After Alexander Hamilton became Secretary of the Treasury in 1790, he promoted the expansion of the federal government through a variety of controversial bills. Hamilton argued that a federal bank would be beneficial to the national economy. The opening paragraph of the bill sums up his arguments:

Whereas it is conceived that the establishment of a bank for the United States, upon a foundation sufficiently extensive to answer the purposes intended thereby, and at the same time upon the principles which afford adequate security for an upright and prudent administration thereof, will be very conducive to the successful conducting of the national finance; will tend to give facility to the obtaining of loans, for the use of the government, in sudden emergencies; and will be productive of considerable advantages to trade and industry in general:

== Rights and restrictions ==

This bill grants that a "bank of the United States" shall be granted limited legal rights in order to manage the national finance, to obtain loans for the federal government in case of sudden emergencies, and to promote trade and industry.
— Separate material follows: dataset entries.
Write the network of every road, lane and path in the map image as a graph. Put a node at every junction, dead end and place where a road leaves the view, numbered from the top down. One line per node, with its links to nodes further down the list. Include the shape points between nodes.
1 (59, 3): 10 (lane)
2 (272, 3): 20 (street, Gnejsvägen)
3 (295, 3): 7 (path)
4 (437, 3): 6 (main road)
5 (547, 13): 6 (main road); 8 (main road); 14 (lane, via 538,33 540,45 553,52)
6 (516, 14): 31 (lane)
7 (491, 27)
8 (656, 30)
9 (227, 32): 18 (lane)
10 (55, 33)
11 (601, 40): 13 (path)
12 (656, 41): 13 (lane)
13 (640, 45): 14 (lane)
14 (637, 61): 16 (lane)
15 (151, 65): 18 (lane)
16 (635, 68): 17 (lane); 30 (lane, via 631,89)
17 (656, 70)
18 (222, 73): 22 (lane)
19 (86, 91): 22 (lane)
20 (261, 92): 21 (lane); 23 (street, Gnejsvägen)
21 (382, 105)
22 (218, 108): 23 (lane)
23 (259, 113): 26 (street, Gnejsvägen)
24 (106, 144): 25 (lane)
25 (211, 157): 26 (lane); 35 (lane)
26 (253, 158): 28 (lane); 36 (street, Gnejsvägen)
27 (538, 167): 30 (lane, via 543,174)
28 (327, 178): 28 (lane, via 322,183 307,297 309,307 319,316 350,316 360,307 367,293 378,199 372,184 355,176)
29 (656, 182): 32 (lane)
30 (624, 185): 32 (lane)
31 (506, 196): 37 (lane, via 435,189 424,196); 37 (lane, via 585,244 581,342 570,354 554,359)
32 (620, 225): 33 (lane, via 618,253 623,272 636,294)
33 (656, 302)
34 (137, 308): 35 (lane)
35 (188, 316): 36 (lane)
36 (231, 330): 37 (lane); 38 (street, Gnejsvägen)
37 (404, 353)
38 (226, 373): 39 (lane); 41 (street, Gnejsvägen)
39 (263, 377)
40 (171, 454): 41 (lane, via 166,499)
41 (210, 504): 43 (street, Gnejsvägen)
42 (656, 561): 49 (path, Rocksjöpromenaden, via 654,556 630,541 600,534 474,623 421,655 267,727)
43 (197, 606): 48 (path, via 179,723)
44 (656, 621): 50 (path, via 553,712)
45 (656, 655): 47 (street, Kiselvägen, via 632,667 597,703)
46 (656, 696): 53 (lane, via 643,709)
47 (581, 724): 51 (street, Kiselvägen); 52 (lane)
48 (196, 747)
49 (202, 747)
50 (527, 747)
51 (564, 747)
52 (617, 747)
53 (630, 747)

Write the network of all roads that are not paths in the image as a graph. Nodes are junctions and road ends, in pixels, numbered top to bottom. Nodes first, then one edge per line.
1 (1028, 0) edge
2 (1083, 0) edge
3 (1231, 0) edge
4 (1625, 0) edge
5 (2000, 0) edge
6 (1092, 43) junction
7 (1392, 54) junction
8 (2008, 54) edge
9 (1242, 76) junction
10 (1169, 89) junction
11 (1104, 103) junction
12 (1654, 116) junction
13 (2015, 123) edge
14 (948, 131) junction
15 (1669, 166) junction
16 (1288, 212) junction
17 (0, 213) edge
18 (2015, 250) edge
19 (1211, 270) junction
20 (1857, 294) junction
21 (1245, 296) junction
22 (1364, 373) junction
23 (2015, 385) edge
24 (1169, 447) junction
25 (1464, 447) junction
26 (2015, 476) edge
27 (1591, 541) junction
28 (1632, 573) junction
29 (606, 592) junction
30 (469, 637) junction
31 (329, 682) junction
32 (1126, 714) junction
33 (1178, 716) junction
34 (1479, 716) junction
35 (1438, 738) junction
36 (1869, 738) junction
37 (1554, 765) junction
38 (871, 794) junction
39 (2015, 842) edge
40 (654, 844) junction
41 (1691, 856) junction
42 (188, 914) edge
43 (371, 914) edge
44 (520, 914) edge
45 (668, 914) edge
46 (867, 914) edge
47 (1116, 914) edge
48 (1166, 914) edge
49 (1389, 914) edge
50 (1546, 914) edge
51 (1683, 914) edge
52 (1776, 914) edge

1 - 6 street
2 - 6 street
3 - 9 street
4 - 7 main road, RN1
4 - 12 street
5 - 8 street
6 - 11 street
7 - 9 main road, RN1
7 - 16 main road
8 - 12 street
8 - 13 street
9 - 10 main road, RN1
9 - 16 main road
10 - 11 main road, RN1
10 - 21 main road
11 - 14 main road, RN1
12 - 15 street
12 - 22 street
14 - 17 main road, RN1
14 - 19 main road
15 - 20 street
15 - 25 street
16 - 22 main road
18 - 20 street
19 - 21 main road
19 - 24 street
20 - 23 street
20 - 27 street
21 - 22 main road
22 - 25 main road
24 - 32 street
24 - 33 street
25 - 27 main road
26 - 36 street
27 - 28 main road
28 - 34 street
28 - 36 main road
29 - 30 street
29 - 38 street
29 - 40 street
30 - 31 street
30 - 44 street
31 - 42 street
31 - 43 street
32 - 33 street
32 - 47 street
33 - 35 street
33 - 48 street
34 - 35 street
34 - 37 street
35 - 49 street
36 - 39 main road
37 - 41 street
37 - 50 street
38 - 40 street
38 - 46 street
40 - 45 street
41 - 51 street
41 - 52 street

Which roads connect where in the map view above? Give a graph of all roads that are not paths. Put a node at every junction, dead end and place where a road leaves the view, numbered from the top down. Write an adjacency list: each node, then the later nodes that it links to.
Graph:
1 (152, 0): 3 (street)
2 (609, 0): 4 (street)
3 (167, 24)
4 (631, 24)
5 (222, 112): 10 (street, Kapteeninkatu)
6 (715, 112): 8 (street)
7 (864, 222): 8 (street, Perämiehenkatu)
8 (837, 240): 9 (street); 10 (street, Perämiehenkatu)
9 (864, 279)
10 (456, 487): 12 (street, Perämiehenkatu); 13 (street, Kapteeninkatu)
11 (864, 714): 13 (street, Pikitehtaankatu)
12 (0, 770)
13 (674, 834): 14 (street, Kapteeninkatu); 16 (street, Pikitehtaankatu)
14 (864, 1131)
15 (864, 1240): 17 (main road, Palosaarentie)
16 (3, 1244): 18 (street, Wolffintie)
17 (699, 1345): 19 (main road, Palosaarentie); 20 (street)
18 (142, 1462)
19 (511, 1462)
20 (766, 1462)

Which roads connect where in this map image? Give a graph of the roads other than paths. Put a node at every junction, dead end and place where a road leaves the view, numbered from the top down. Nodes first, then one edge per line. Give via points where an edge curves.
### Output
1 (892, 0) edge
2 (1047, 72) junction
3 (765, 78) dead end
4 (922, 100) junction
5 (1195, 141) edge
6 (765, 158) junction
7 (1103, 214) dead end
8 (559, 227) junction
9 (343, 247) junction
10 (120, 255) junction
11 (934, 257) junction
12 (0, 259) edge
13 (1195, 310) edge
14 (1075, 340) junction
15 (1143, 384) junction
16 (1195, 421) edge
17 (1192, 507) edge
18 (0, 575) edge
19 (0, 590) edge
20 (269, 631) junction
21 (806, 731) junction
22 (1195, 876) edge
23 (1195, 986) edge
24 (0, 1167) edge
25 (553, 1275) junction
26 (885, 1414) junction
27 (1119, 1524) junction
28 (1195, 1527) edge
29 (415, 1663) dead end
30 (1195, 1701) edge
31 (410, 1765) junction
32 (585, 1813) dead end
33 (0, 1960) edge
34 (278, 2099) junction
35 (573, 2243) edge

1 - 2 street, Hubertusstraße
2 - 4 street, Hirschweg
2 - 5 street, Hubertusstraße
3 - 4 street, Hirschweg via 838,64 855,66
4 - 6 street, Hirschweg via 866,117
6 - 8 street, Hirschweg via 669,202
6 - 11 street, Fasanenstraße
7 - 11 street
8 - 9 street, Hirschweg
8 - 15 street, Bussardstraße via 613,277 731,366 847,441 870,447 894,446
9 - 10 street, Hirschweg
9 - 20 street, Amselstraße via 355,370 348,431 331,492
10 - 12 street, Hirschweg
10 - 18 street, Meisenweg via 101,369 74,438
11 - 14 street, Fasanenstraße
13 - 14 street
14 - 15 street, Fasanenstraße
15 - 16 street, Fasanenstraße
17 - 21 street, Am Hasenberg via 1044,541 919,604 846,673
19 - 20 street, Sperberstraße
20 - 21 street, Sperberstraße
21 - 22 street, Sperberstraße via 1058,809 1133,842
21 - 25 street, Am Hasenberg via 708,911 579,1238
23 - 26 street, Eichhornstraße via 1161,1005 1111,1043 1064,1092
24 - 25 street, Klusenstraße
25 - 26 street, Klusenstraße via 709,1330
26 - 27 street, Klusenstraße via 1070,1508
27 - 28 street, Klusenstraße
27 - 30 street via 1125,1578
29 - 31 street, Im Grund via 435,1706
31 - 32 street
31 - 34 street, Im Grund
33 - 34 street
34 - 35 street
The bank was granted the following legal rights and restrictions:

=== Bank stock ===
The corporation was granted the right to issue paper stock under the following restrictions:
- The corporation was granted the legal right to sell a maximum of 25,000 shares of stocks at $400 each for a total of $10,000,000, beginning April 1, 1791. Any individual, partnership or body politic could purchase up to 1,000 shares.
- The corporation was granted the legal right to accept payment for these shares at the fixed ratio of two currencies: $1 in gold or silver for every $3 in federal debt bonds, which were issued under the Funding Act of 1790 and bore interest at an annual rate of 6%.
- The corporation was required to pay dividends to shareholders at $9 per share every six months, the nominal equivalent of 6% annual interest on the $300 in debt bonds that shareholders initially used to purchase the bank stock. These dividends would be paid at a fixed ratio of two currencies: $1 in gold or silver for every $3 in debt bonds.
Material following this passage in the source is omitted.